The depicted architecture, consisting on a BERT layer and a pooling layer is one final SentenceTransformer model.

Creating Networks from Scratch

In the quick start & usage examples, we used pre-trained SentenceTransformer models that already come with a BERT layer and a pooling layer.

But we can create the networks architectures from scratch by defining the individual layers. For example, the following code would create the depicted network architecture:

from sentence_transformers import SentenceTransformer, models

word_embedding_model = models.Transformer('bert-base-uncased', max_seq_length=256)
pooling_model = models.Pooling(word_embedding_model.get_word_embedding_dimension())

model = SentenceTransformer(modules=[word_embedding_model, pooling_model])

First we define our individual layers, in this case, we define ‘bert-base-uncased’ as the word_embedding_model. We limit that layer to a maximal sequence length of 256, texts longer than that will be truncated. Further, we create a (mean) pooling layer. We create a new SentenceTransformer model by calling SentenceTransformer(modules=[word_embedding_model, pooling_model]). For the modules parameter, we pass a list of layers which are executed consecutively. Input text are first passed to the first entry (word_embedding_model). The output is then passed to the second entry (pooling_model), which then returns our sentence embedding.

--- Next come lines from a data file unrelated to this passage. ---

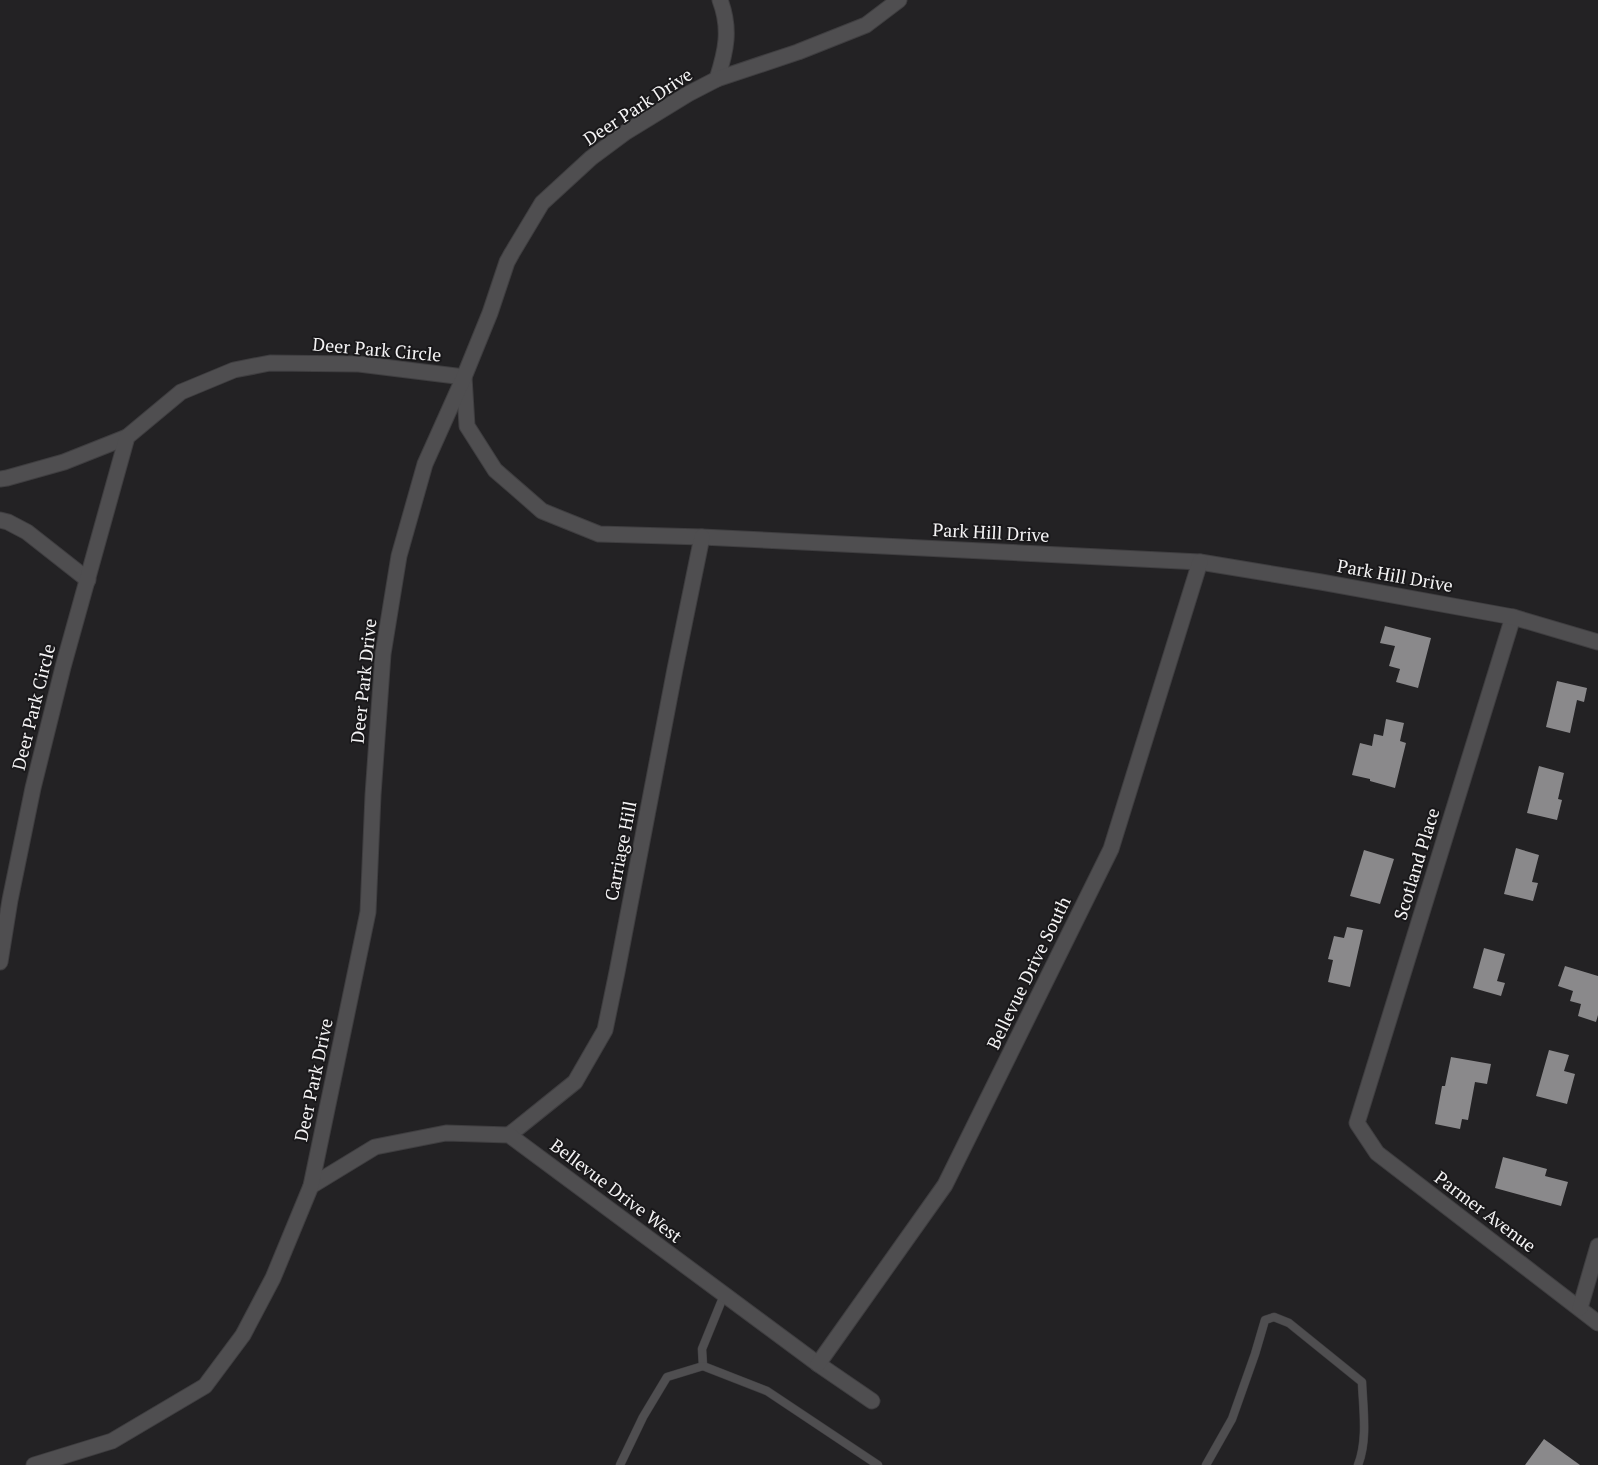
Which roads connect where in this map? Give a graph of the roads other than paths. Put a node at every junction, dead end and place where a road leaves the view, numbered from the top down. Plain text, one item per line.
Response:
1 (720, 0) edge
2 (899, 0) edge
3 (718, 80) junction
4 (464, 377) junction
5 (127, 437) junction
6 (0, 479) edge
7 (0, 520) edge
8 (702, 537) junction
9 (1200, 562) junction
10 (88, 580) junction
11 (1513, 616) junction
12 (1598, 642) edge
13 (0, 962) edge
14 (1357, 1124) joint
15 (509, 1135) junction
16 (311, 1186) junction
17 (1598, 1246) edge
18 (724, 1295) junction
19 (1580, 1308) junction
20 (1598, 1323) edge
21 (818, 1364) junction
22 (703, 1366) junction
23 (872, 1401) dead end
24 (34, 1465) edge
25 (620, 1465) edge
26 (878, 1465) edge
27 (1206, 1465) edge
28 (1358, 1465) edge

1 - 3 street
2 - 3 street, Deer Park Drive
3 - 4 street, Deer Park Drive
4 - 5 street, Deer Park Circle
4 - 8 street, Park Hill Drive
4 - 16 street, Deer Park Drive
5 - 6 street
5 - 10 street, Deer Park Circle
7 - 10 street
8 - 9 street, Park Hill Drive
8 - 15 street, Carriage Hill
9 - 11 street, Park Hill Drive
9 - 21 street, Bellevue Drive South
10 - 13 street, Deer Park Circle
11 - 12 street, Park Hill Drive
11 - 14 street, Scotland Place
14 - 19 street, Parmer Avenue
15 - 16 street
15 - 18 street, Bellevue Drive West
16 - 24 street, Deer Park Drive
17 - 19 street
18 - 21 street, Bellevue Drive West
18 - 22 lane
19 - 20 street, Parmer Avenue
21 - 23 street, Bellevue Drive West
22 - 25 lane
22 - 26 lane
27 - 28 lane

We can also construct more complex models:

from sentence_transformers import SentenceTransformer, models
from torch import nn

word_embedding_model = models.Transformer('bert-base-uncased', max_seq_length=256)
pooling_model = models.Pooling(word_embedding_model.get_word_embedding_dimension())
dense_model = models.Dense(in_features=pooling_model.get_sentence_embedding_dimension(), out_features=256, activation_function=nn.Tanh())

model = SentenceTransformer(modules=[word_embedding_model, pooling_model, dense_model])

Here, we add a on top of the pooling layer a fully connected dense layer with Tanh activation, which performs a down-project to 256 dimensions. Hence, embeddings by this model will only have 256 instead of 768 dimensions.

For all available building blocks see » Models Package Reference

Training Data

To represent our training data, we use the InputExample class to store training examples. As parameters, it accepts texts, which is a list of strings representing our pairs (or triplets). Further, we can also pass a label (either float or int). The following shows a simple example, where we pass text pairs to InputExample together with a label indicating the semantic similarity.

from sentence_transformers import SentenceTransformer, InputExample
from import DataLoader

model = SentenceTransformer('distilbert-base-nli-mean-tokens')
train_examples = [InputExample(texts=['My first sentence', 'My second sentence'], label=0.8),
   InputExample(texts=['Another pair', 'Unrelated sentence'], label=0.3)]
train_dataloader = DataLoader(train_examples, shuffle=True, batch_size=16)

We wrap our train_examples with the standard PyTorch DataLoader, which shuffles our data and produces batches of certain sizes.

Loss Functions

The loss function plays a critical role when fine-tuning the model. It determines how well our embedding model will work for the specific downstream task.

Sadly there is no “one size fits all” loss function. Which loss function is suitable depends on the available training data and on the target task.

To fine-tune our network, we need somehow to tell our network which sentence pairs are similar, and should be close in vector space, and which pairs are dissimilar, and should be far away in vector space.

The most simple way is to have sentence pairs annotated with a score indicating their similarity, e.g. on a scale 0 to 1. We can then train the network with a Siamese Network Architecture (for details see: Sentence-BERT: Sentence Embeddings using Siamese BERT-Networks)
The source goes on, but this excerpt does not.